Infection prevention and control

Score: 3

We did not look at Infection prevention and control during this assessment. The score for this quality statement is based on the previous rating for Safe.

Medicines optimisation

Score: 2

People mostly received their medicines safely. Relatives told us, “Dad gets his medication on time” and “We have had no issues with his medication here he does have quite a lot in liquid form as he can have problems taking it.” Some people on time sensitive medicines such as those to manage Parkinson’s disease were not always having these given at even intervals throughout the day. Failure to give certain medicines such as those prescribed for Parkinson’s disease outside of the prescribed timings can lead to a deterioration in the condition. There was no specific procedure in place to ensure that these medicines were always given at the correct time each day and that there was a robust oversight process.

People received their medicines from trained staff. The staff who were responsible for administering medicines told us they had received training. We saw that staff from the service would complete the documents within the service without having a multidisciplinary team (MDT) discussion. They then sent off the completed form for sign off by the GP and pharmacy which meant there wasn’t a proper peer discussion taking place. We also found that sometimes covert administration would be requested and authorised not due to lack of compliance and capacity but due to swallowing difficulties. This showed staff did not fully understand the covert administration process or have adequate challenge to the decision to use this restrictive intervention. The GP did not attend onsite and so was not able to assess or review the need for covert administration routinely. This was sometimes taking place annually rather than the recommendation from the provider that it be done every 6 months. There was not sufficient oversight of covert administration taking place at the service. There was low use of PRN medicines to manage anxiety and agitation in the service. Staff were aware of different techniques including distraction and de-escalation which helped them avoid the need to use medicines to control behaviour. Care plans were in place which supported staff with the process to follow if someone was showing signs of anxiety and agitation, these didn’t always have specific details relevant to the individual. However, it did ensure the use of medicines would only be seen as a last resort if all other methods had been unsuccessful.
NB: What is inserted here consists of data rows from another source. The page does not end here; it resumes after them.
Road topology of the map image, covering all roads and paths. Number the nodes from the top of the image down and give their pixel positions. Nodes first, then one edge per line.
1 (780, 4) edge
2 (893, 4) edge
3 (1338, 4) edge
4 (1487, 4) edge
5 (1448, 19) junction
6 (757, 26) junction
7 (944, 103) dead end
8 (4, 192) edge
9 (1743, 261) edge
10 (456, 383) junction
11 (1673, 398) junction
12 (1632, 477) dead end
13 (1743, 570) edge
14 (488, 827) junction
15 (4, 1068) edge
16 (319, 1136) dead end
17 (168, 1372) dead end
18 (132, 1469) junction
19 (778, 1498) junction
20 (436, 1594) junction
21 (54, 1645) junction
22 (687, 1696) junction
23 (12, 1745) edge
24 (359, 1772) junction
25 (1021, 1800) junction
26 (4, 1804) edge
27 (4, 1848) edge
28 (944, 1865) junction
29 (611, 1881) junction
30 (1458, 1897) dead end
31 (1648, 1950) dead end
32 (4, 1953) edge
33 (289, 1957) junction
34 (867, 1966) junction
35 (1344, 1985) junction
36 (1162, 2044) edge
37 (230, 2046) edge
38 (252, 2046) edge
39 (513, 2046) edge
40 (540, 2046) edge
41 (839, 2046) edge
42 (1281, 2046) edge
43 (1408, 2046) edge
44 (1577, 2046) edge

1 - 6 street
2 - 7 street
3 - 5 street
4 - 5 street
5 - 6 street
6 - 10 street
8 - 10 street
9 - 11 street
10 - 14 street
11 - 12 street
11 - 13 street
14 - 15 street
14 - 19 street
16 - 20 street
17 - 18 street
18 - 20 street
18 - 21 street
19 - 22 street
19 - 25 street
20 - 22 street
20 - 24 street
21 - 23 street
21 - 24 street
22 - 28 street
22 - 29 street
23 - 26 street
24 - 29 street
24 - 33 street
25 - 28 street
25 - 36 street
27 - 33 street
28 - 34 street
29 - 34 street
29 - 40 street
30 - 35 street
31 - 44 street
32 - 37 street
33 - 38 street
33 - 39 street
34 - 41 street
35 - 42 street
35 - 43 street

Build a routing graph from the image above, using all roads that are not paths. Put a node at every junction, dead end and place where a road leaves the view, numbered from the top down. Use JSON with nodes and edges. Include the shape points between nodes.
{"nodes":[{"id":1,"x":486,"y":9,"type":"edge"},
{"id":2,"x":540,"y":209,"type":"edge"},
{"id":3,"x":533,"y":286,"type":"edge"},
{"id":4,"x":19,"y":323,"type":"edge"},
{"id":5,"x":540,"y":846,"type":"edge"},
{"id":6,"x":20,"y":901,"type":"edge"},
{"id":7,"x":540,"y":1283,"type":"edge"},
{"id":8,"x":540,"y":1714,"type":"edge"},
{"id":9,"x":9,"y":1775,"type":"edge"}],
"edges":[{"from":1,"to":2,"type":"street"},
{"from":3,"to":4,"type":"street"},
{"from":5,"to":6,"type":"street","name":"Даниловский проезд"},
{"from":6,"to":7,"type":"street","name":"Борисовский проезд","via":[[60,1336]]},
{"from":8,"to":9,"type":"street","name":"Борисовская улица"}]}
There were processes in place to ensure that people received medicines safely. This was supported by an electronic medicines administration record (e-MAR). However, where medicines were given covertly (hidden in food or drink) at the service the process of completing a best interest decision meeting wasn’t being followed robustly. This meant there was no adequate challenge to ensure that the decision to administer a medicine covertly was being made in a person’s best interest. Medicines that needed to be given at set times each day weren’t always being given in a timely manner. This could impact on how well a person’s condition was managed. The service used an electronic medicines administration system (e-MAR) to record regular and ‘when required’ (PRN) medicines administration. Staff had access to handheld devices which provided all the information required to ensure that medicines were administered safely including PRN protocols. This supported staff to understand how and when to administer these medicines safely and effectively. The e-MAR provided an additional level of safety that staff had to scan the bar code of medicines to ensure they were giving the right medicine to the right person. Discrepancies could then be prevented before the staff member went to administer to the person. Where medicines were prescribed for covert administration, there wasn’t always clear guidance in the instructions for the medicines as to which were suitable to be given covertly and how this was to be done.